What you should do:
Output all of the data exactly as it appears, but leave out any pictures it contains.

(Data items)
►

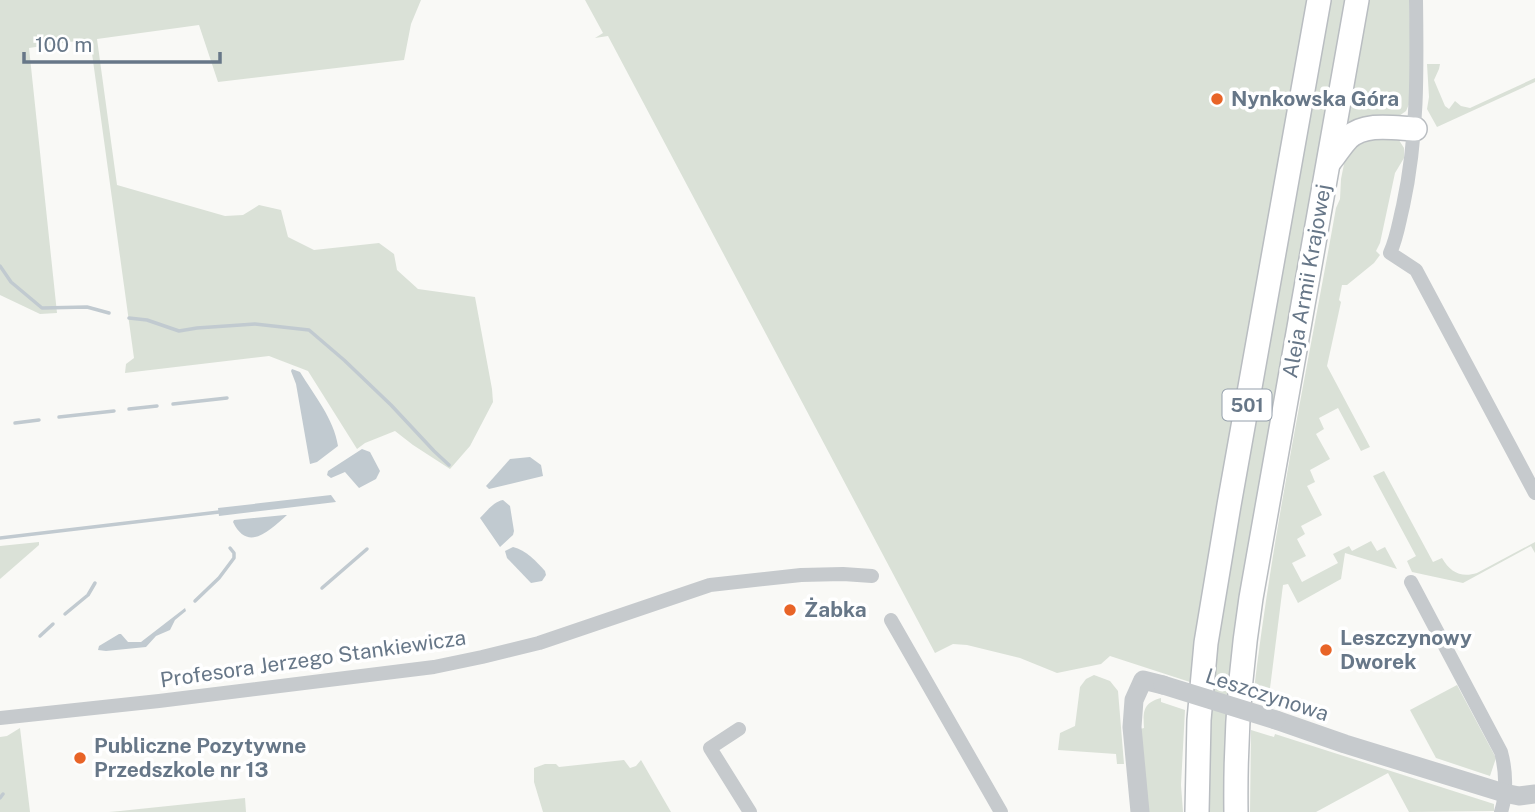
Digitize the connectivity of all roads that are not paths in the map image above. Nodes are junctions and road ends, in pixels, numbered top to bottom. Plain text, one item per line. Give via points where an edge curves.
1 (1319, 0) edge
2 (1357, 0) edge
3 (1416, 0) edge
4 (1415, 129) junction
5 (1328, 164) junction
6 (1535, 492) edge
7 (872, 576) dead end
8 (1411, 582) dead end
9 (891, 620) dead end
10 (0, 718) edge
11 (739, 729) dead end
12 (1535, 794) edge
13 (1503, 803) edge
14 (750, 812) edge
15 (1001, 812) edge
16 (1140, 812) edge
17 (1197, 812) edge
18 (1236, 812) edge

1 - 17 main road, Aleja Armii Krajowej / 501 via 1206,643
2 - 5 main road, Aleja Armii Krajowej / 501
3 - 4 street
4 - 5 main road via 1380,127 1357,132
4 - 6 street via 1390,253 1416,270
5 - 18 main road, Aleja Armii Krajowej / 501 via 1244,643
7 - 10 street, Profesora Jerzego Stankiewicza via 801,575 710,585 539,643 434,667
8 - 13 street via 1501,752
9 - 15 street
11 - 14 street via 710,748
12 - 13 street, Leszczynowa
13 - 16 street, Leszczynowa, bridge via 1276,720 1143,680 1134,700 1132,727

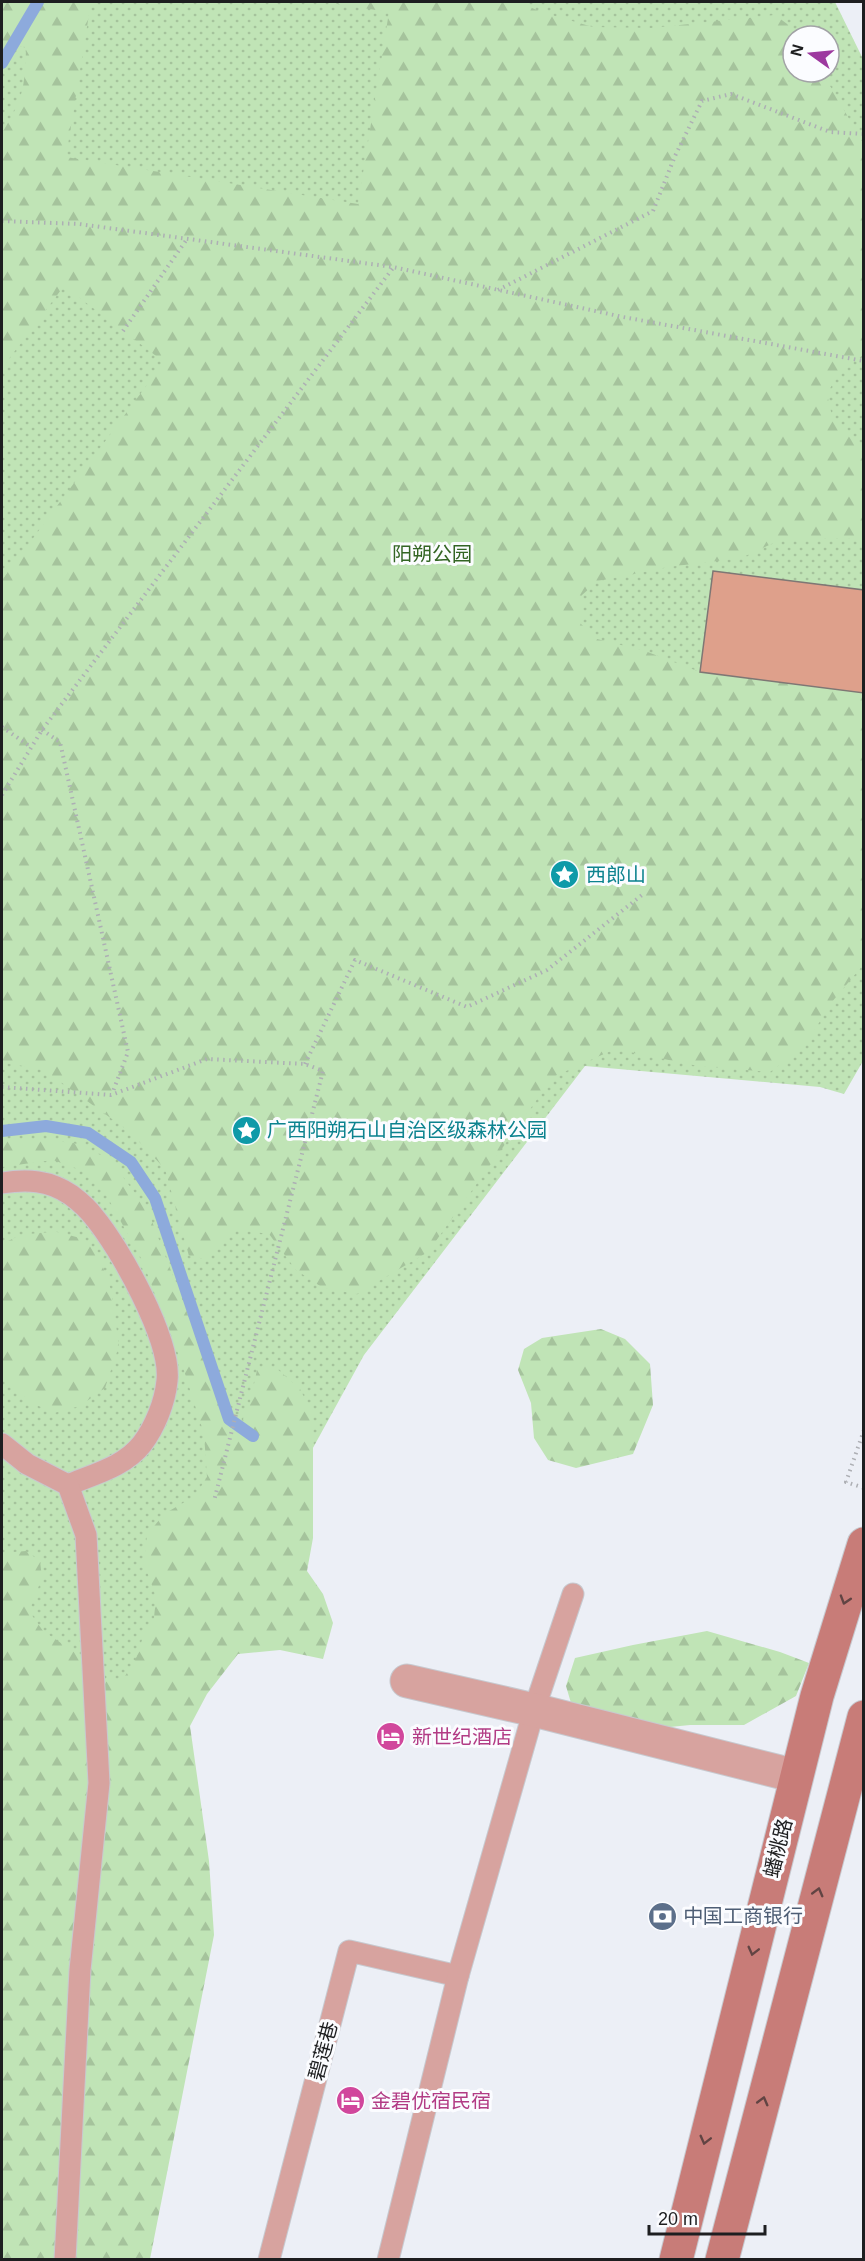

◄

Answer area:
Digitize the connectivity of all roads that are not paths in the map image above. Nodes are junctions and road ends, in pixels, numbered top to bottom. Plain text, one item per line. Give via points where an edge curves.
1 (1319, 0) edge
2 (1357, 0) edge
3 (1416, 0) edge
4 (1415, 129) junction
5 (1328, 164) junction
6 (1535, 492) edge
7 (872, 576) dead end
8 (1411, 582) dead end
9 (891, 620) dead end
10 (0, 718) edge
11 (739, 729) dead end
12 (1535, 794) edge
13 (1503, 803) edge
14 (750, 812) edge
15 (1001, 812) edge
16 (1140, 812) edge
17 (1197, 812) edge
18 (1236, 812) edge

1 - 17 main road, Aleja Armii Krajowej / 501 via 1206,643
2 - 5 main road, Aleja Armii Krajowej / 501
3 - 4 street
4 - 5 main road via 1380,127 1357,132
4 - 6 street via 1390,253 1416,270
5 - 18 main road, Aleja Armii Krajowej / 501 via 1244,643
7 - 10 street, Profesora Jerzego Stankiewicza via 801,575 710,585 539,643 434,667
8 - 13 street via 1501,752
9 - 15 street
11 - 14 street via 710,748
12 - 13 street, Leszczynowa
13 - 16 street, Leszczynowa, bridge via 1276,720 1143,680 1134,700 1132,727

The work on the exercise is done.